Justin Schmitz

(American, b. 1981; resides in Chicago, IL)

Justin Schmitz’s series, In the Mist, is a five-year long documentation of the Airsoft gaming world that more broadly investigates white adolescent youth culture. Airsoft is a live-action simulation of first-person shooter video games that have gained popularity in the last two decades. In Schmitz’s images, players enact missions and scenarios with realistic weaponry and military fatigues in a forest landscape, blurring the lines between fantasy and reality. Young men  resemble actual soldiers in combat—their skillsets appearing applicable to war or conflict—while others are less convincing, appearing in obvious costume and enacting seemingly innocent play with fake guns.
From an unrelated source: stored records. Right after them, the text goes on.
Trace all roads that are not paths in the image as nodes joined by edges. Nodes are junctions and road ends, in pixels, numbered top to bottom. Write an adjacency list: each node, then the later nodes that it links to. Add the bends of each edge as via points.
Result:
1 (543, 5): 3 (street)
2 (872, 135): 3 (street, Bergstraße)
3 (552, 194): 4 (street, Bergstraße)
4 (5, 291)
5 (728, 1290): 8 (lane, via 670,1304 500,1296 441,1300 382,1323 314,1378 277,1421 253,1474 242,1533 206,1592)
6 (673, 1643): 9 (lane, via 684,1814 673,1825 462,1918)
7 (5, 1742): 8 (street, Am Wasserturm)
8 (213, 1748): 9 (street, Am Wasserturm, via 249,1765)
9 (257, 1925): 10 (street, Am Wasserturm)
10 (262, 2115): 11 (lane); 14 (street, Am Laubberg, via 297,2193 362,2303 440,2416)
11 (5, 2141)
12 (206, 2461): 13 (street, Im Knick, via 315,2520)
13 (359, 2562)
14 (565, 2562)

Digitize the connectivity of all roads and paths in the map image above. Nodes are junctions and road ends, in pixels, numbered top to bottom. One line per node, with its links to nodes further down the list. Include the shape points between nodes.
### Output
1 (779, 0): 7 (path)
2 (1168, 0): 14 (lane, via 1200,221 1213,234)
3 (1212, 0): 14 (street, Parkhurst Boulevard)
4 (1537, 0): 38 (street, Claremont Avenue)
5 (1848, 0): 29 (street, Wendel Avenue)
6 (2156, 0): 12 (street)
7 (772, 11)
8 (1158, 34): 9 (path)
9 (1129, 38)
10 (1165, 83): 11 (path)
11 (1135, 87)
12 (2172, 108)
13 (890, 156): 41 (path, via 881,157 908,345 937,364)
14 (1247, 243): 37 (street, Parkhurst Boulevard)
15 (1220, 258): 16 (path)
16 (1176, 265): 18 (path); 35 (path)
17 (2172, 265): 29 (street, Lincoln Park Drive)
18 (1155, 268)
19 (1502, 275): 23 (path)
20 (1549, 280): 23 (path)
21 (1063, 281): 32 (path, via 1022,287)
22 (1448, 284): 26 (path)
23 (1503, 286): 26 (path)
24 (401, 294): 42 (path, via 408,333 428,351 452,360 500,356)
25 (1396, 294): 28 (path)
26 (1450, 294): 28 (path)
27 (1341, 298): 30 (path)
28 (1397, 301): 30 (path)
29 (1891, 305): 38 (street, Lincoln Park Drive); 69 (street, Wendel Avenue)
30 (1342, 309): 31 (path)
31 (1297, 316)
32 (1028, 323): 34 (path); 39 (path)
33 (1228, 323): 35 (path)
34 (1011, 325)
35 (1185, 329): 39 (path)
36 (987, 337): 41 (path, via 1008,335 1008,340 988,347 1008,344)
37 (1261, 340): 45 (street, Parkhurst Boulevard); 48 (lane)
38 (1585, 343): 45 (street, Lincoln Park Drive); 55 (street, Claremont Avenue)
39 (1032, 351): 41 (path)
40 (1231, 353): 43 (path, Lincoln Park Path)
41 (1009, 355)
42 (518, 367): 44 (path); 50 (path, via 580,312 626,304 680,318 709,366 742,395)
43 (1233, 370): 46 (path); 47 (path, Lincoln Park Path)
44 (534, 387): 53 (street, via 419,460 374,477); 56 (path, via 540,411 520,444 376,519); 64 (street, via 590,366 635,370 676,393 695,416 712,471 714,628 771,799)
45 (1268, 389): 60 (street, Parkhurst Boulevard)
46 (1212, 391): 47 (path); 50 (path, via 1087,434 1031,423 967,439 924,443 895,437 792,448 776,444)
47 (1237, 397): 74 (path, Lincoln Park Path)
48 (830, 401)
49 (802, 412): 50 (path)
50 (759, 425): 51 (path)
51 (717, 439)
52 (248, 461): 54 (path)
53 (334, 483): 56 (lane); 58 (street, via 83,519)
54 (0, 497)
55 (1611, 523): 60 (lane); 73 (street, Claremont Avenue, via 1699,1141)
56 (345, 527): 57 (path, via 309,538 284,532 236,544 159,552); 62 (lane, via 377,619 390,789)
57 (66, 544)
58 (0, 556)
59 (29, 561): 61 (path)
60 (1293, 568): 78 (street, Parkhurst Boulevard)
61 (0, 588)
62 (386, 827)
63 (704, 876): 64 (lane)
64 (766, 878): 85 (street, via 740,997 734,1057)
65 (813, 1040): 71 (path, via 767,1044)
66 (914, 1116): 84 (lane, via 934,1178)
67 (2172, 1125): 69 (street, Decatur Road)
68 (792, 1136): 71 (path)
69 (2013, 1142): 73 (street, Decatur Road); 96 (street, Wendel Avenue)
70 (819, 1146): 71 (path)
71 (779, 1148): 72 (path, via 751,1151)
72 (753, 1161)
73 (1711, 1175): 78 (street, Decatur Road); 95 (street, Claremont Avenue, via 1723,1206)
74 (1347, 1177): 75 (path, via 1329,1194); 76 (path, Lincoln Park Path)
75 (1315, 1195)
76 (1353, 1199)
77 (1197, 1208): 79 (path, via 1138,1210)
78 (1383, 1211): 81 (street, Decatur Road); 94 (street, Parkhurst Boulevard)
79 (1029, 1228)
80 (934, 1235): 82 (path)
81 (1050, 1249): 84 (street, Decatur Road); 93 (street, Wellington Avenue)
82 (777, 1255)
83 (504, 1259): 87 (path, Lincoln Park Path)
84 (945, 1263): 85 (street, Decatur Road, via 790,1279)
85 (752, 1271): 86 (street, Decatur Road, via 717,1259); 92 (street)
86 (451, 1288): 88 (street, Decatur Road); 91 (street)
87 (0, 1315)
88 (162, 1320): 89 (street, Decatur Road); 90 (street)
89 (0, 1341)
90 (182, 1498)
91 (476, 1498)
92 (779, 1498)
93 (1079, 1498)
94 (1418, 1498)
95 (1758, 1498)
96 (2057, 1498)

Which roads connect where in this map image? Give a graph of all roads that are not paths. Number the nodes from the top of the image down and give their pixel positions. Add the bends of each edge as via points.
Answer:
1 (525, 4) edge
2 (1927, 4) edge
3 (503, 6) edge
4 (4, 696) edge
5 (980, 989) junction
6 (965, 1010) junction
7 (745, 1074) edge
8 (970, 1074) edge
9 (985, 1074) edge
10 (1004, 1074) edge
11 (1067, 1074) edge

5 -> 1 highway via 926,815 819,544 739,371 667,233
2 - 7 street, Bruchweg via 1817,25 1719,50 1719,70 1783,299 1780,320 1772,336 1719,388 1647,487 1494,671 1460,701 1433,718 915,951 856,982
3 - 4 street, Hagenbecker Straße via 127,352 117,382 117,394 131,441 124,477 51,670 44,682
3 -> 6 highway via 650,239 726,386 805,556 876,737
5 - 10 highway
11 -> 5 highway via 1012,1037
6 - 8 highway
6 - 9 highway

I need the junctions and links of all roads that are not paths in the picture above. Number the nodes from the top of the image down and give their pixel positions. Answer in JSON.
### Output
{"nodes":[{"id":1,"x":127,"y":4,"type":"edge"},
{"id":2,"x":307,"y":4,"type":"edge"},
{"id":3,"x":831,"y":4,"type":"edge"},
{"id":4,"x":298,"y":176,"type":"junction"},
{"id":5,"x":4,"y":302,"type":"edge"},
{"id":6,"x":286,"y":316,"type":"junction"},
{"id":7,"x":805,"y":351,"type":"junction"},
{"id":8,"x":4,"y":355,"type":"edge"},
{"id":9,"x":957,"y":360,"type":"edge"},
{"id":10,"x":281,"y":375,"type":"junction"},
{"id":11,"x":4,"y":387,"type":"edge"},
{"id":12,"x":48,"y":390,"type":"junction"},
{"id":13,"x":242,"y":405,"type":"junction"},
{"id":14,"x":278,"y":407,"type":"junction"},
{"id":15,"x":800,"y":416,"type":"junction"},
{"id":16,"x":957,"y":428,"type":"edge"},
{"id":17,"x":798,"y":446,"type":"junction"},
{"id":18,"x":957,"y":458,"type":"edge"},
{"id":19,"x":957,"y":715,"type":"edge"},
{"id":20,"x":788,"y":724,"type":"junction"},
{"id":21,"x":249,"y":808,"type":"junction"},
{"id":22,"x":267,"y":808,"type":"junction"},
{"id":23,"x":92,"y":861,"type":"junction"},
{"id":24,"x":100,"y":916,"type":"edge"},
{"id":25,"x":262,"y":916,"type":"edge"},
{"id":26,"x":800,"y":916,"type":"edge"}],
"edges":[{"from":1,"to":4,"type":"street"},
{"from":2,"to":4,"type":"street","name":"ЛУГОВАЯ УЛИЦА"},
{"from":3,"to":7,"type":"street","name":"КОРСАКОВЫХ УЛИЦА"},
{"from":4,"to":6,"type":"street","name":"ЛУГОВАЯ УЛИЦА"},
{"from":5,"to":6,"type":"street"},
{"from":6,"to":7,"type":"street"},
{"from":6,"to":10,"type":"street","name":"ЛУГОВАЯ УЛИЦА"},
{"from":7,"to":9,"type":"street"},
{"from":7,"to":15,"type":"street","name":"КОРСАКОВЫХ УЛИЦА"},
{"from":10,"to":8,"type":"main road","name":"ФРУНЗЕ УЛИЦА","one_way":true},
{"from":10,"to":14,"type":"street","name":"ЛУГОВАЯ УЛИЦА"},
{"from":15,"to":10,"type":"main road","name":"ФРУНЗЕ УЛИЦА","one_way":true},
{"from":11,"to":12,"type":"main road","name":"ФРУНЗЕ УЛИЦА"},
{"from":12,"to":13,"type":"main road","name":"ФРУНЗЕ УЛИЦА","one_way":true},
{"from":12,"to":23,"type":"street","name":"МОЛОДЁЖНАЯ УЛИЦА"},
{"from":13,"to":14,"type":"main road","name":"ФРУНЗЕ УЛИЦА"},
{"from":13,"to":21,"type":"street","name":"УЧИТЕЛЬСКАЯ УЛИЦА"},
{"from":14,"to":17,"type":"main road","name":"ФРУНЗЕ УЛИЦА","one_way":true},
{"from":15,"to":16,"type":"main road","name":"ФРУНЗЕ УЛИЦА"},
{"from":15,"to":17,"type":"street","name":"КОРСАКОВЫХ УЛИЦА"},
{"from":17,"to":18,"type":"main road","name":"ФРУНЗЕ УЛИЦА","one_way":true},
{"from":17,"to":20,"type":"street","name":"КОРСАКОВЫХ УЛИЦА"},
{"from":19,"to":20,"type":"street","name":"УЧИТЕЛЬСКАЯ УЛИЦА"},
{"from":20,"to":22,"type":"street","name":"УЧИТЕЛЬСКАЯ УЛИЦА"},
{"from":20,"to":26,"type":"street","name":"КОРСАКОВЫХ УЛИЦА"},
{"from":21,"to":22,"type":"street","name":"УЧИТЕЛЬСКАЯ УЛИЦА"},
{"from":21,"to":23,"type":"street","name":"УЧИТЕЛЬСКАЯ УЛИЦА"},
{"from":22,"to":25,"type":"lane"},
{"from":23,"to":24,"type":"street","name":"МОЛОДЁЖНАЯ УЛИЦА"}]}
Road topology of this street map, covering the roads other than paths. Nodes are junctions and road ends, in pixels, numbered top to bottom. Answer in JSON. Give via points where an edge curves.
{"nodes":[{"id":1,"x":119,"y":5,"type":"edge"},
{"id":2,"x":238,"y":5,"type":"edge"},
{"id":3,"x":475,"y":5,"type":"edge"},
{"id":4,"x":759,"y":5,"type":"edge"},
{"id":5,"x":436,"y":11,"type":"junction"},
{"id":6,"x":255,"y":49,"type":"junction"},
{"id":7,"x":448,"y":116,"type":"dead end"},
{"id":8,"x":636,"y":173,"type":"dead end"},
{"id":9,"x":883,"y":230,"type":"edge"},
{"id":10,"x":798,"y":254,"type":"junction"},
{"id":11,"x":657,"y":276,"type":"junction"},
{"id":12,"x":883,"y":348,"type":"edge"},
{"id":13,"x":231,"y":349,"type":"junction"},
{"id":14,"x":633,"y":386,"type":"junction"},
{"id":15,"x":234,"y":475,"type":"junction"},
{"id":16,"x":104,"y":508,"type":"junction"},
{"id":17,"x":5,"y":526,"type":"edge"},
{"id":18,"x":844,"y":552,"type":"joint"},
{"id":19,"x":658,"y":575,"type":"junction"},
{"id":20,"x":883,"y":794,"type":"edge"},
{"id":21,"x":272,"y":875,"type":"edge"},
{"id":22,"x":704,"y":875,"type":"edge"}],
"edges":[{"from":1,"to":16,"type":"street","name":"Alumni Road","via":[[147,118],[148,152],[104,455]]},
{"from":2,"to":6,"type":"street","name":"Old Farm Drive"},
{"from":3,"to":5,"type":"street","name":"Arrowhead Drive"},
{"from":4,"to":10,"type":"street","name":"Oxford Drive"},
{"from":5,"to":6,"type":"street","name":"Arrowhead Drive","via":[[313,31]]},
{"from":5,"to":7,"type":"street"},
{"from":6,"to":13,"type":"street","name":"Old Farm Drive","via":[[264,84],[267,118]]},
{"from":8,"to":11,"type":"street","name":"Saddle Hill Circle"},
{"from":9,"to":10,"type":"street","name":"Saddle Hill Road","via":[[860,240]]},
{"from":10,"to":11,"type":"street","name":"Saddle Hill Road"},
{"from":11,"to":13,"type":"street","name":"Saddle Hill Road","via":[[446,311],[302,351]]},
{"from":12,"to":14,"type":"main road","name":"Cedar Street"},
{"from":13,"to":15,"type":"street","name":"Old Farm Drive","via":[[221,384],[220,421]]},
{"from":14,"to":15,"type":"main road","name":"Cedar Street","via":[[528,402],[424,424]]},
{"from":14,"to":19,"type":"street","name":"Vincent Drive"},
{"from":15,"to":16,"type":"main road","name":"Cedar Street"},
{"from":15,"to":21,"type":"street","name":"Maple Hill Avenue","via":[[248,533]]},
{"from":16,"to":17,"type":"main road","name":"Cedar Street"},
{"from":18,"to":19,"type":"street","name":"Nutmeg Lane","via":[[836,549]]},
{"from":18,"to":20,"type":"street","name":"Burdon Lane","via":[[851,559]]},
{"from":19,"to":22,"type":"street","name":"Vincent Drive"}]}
Schmitz questions how the game affects the players’ senses of justice and compassion toward others,  and how they will interact with society when they are no longer young men. 

 

Justin Schmitz completed a BFA in Photography at Columbia College Chicago in 2004 and his MFA from Yale University in 2013. His work has been included in group exhibitions at the Salina Art Center, Salina, KS (2021); Athica Contemporary Art Center, Athens, GA (2013); Aperture Foundation, NY (2013); and the Evanston Arts Center, Illinois (2006); among many others.

 

https://justinschmitzphotography.com

 

Past Portfolio

Justin Schmitz’s photographs investigate various facets of youth culture in the Midwest. In his most recent series, Mosh, he focuses on teenagers who join in mosh pits at hardcore punk concerts, in which audience members dance by pushing or slamming into each other. Schmitz states, “My subjects use the mosh pit as a platform to release the hostility and aggression they identify with in the music. These images are the aesthetic interpretation of my subject’s violent expression.” A selection of the photographs in the series freeze one or two dancers mid-motion, using a bright flash to frame them against a backdrop of darkness. By isolating individual figures from the crowd Schmitz accentuates the extreme physicality of their gestures and the force of their expressions. He also undermines the perception of the mosh pit as a violent group muddle, replacing it with a vision of a cathartic personal space. Schmitz accompanies the action shots with formal portraits of the concertgoers, who pose for him away from the mosh pit. Photographing them at an intimate distance from a frontal perspective and using the same blacked-out background, Schmitz draws our attention to the clothes they wear and how they carry themselves, and to the similarities and differences between them. The portraits also act as an invitation to look the young hardcore music fans in the eye. The hostility and aggression that Schmitz speaks of seems largely absent in the individual faces, underlining how these feelings are let loose, and perhaps reside, in the mosh pit.